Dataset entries
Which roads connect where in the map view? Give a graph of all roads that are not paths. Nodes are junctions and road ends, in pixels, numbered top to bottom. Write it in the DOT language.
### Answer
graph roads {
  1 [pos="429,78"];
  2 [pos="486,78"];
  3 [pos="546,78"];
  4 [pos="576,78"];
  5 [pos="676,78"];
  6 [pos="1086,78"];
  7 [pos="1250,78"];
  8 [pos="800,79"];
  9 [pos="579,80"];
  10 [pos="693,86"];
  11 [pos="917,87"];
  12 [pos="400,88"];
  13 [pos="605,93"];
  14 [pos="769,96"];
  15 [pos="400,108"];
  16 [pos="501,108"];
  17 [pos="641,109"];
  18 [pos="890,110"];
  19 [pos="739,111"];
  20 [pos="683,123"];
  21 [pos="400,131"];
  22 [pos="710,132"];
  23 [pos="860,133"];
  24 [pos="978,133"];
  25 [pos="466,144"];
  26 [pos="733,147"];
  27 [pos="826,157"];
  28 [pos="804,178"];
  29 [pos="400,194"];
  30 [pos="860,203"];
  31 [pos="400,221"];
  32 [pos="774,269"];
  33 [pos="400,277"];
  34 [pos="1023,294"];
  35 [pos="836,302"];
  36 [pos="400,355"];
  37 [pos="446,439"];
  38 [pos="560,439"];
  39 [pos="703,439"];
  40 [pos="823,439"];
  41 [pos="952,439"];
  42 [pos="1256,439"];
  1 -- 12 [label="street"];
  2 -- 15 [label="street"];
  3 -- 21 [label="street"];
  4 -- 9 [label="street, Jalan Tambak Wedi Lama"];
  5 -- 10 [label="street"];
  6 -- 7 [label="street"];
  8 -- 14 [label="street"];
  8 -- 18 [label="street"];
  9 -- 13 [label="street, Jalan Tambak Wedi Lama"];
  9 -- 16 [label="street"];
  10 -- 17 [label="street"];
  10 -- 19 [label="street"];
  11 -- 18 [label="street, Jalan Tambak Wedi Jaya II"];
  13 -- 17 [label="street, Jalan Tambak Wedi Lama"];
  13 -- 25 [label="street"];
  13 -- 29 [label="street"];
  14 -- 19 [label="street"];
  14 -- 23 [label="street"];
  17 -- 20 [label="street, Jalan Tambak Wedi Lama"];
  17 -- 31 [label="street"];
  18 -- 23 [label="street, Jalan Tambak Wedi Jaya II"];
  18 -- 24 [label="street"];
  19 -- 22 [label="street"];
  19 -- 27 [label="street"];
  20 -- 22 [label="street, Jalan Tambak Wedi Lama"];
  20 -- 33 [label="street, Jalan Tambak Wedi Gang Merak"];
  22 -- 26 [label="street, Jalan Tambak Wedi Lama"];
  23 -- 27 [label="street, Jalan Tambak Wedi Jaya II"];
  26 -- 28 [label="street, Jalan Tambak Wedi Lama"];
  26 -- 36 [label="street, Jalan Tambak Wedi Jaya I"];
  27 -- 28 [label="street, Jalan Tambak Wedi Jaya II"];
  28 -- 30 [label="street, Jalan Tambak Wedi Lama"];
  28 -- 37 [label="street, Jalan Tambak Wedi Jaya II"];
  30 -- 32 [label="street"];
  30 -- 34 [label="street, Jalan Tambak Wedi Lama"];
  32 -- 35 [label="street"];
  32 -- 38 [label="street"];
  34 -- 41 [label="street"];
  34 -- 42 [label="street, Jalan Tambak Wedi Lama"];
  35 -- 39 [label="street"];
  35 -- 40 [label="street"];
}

THE PROBLEM
Above are the records; restate each one exactly.

WRITTEN RESPONSE
Which roads connect where in the map view? Give a graph of all roads that are not paths. Nodes are junctions and road ends, in pixels, numbered top to bottom. Write it in the DOT language.
### Answer
graph roads {
  1 [pos="429,78"];
  2 [pos="486,78"];
  3 [pos="546,78"];
  4 [pos="576,78"];
  5 [pos="676,78"];
  6 [pos="1086,78"];
  7 [pos="1250,78"];
  8 [pos="800,79"];
  9 [pos="579,80"];
  10 [pos="693,86"];
  11 [pos="917,87"];
  12 [pos="400,88"];
  13 [pos="605,93"];
  14 [pos="769,96"];
  15 [pos="400,108"];
  16 [pos="501,108"];
  17 [pos="641,109"];
  18 [pos="890,110"];
  19 [pos="739,111"];
  20 [pos="683,123"];
  21 [pos="400,131"];
  22 [pos="710,132"];
  23 [pos="860,133"];
  24 [pos="978,133"];
  25 [pos="466,144"];
  26 [pos="733,147"];
  27 [pos="826,157"];
  28 [pos="804,178"];
  29 [pos="400,194"];
  30 [pos="860,203"];
  31 [pos="400,221"];
  32 [pos="774,269"];
  33 [pos="400,277"];
  34 [pos="1023,294"];
  35 [pos="836,302"];
  36 [pos="400,355"];
  37 [pos="446,439"];
  38 [pos="560,439"];
  39 [pos="703,439"];
  40 [pos="823,439"];
  41 [pos="952,439"];
  42 [pos="1256,439"];
  1 -- 12 [label="street"];
  2 -- 15 [label="street"];
  3 -- 21 [label="street"];
  4 -- 9 [label="street, Jalan Tambak Wedi Lama"];
  5 -- 10 [label="street"];
  6 -- 7 [label="street"];
  8 -- 14 [label="street"];
  8 -- 18 [label="street"];
  9 -- 13 [label="street, Jalan Tambak Wedi Lama"];
  9 -- 16 [label="street"];
  10 -- 17 [label="street"];
  10 -- 19 [label="street"];
  11 -- 18 [label="street, Jalan Tambak Wedi Jaya II"];
  13 -- 17 [label="street, Jalan Tambak Wedi Lama"];
  13 -- 25 [label="street"];
  13 -- 29 [label="street"];
  14 -- 19 [label="street"];
  14 -- 23 [label="street"];
  17 -- 20 [label="street, Jalan Tambak Wedi Lama"];
  17 -- 31 [label="street"];
  18 -- 23 [label="street, Jalan Tambak Wedi Jaya II"];
  18 -- 24 [label="street"];
  19 -- 22 [label="street"];
  19 -- 27 [label="street"];
  20 -- 22 [label="street, Jalan Tambak Wedi Lama"];
  20 -- 33 [label="street, Jalan Tambak Wedi Gang Merak"];
  22 -- 26 [label="street, Jalan Tambak Wedi Lama"];
  23 -- 27 [label="street, Jalan Tambak Wedi Jaya II"];
  26 -- 28 [label="street, Jalan Tambak Wedi Lama"];
  26 -- 36 [label="street, Jalan Tambak Wedi Jaya I"];
  27 -- 28 [label="street, Jalan Tambak Wedi Jaya II"];
  28 -- 30 [label="street, Jalan Tambak Wedi Lama"];
  28 -- 37 [label="street, Jalan Tambak Wedi Jaya II"];
  30 -- 32 [label="street"];
  30 -- 34 [label="street, Jalan Tambak Wedi Lama"];
  32 -- 35 [label="street"];
  32 -- 38 [label="street"];
  34 -- 41 [label="street"];
  34 -- 42 [label="street, Jalan Tambak Wedi Lama"];
  35 -- 39 [label="street"];
  35 -- 40 [label="street"];
}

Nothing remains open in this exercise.